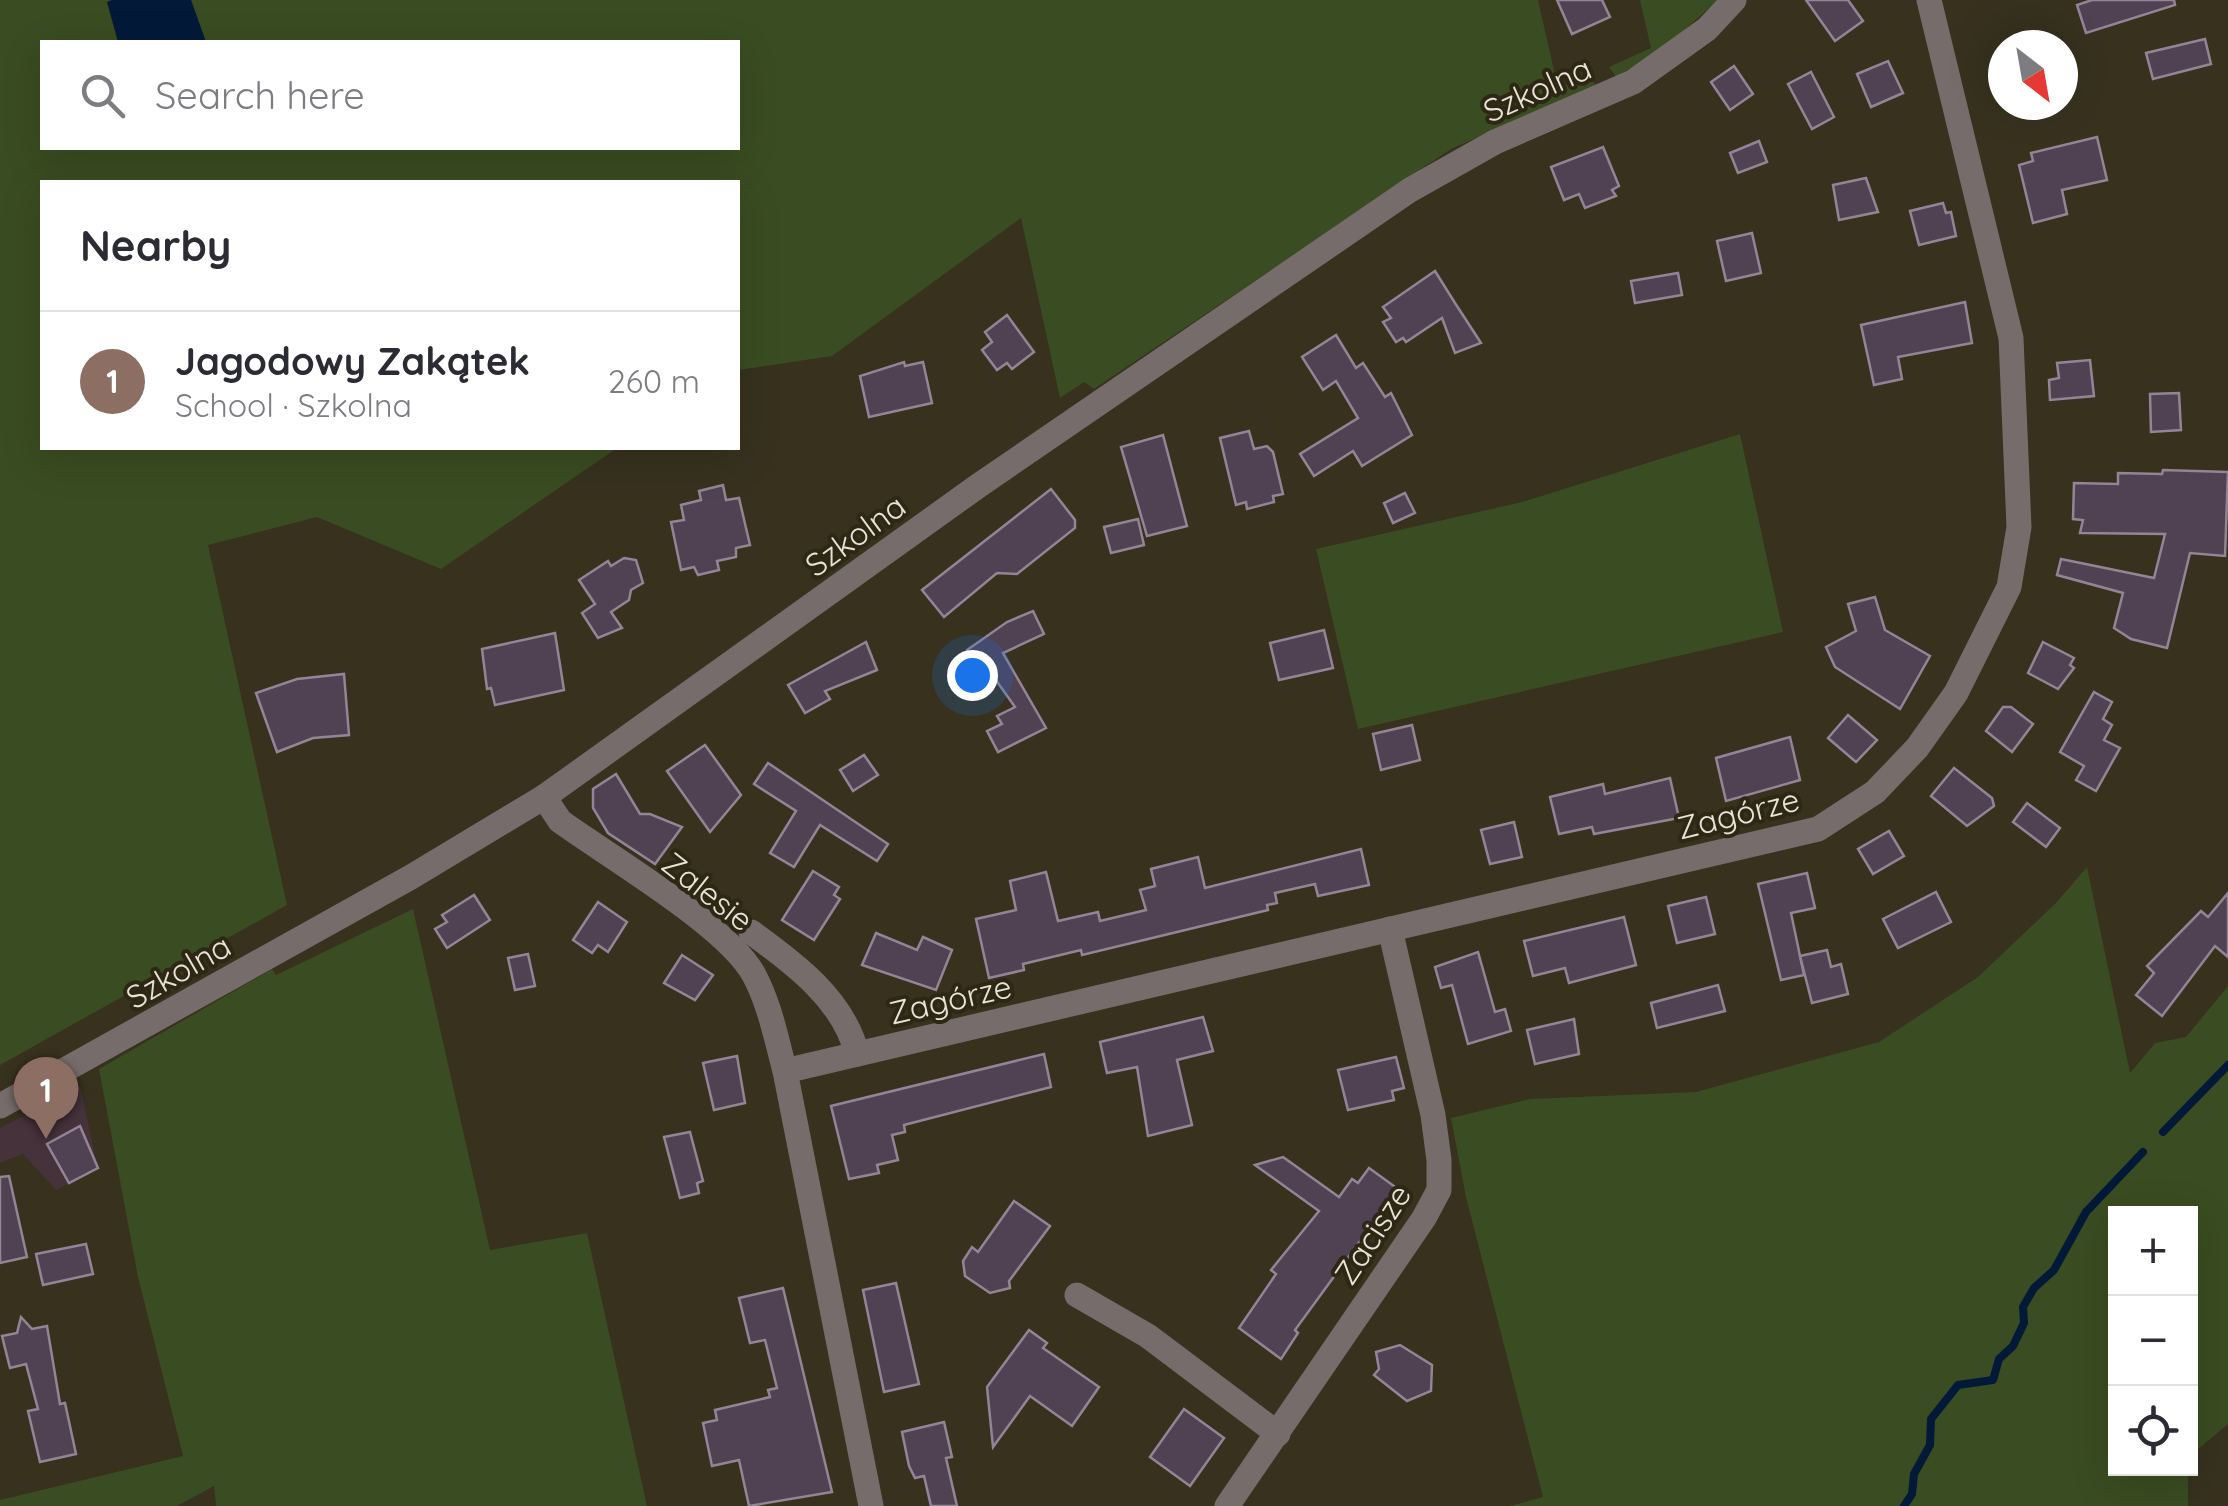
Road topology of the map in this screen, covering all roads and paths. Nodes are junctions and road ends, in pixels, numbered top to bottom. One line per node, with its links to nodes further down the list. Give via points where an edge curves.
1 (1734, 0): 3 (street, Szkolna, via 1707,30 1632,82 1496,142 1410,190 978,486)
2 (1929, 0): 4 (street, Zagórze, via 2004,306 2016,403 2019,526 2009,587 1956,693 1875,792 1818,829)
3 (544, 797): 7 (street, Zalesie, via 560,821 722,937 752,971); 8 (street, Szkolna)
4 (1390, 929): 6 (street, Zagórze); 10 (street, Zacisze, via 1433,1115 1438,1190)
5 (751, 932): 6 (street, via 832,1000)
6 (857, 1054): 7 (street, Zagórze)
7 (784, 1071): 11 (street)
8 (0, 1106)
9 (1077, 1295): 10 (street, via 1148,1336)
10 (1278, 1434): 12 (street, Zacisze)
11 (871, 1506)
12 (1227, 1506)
:::::
Without the pictures, write out every line above exactly as it appears.

# Your response:
Road topology of the map in this screen, covering all roads and paths. Nodes are junctions and road ends, in pixels, numbered top to bottom. One line per node, with its links to nodes further down the list. Give via points where an edge curves.
1 (1734, 0): 3 (street, Szkolna, via 1707,30 1632,82 1496,142 1410,190 978,486)
2 (1929, 0): 4 (street, Zagórze, via 2004,306 2016,403 2019,526 2009,587 1956,693 1875,792 1818,829)
3 (544, 797): 7 (street, Zalesie, via 560,821 722,937 752,971); 8 (street, Szkolna)
4 (1390, 929): 6 (street, Zagórze); 10 (street, Zacisze, via 1433,1115 1438,1190)
5 (751, 932): 6 (street, via 832,1000)
6 (857, 1054): 7 (street, Zagórze)
7 (784, 1071): 11 (street)
8 (0, 1106)
9 (1077, 1295): 10 (street, via 1148,1336)
10 (1278, 1434): 12 (street, Zacisze)
11 (871, 1506)
12 (1227, 1506)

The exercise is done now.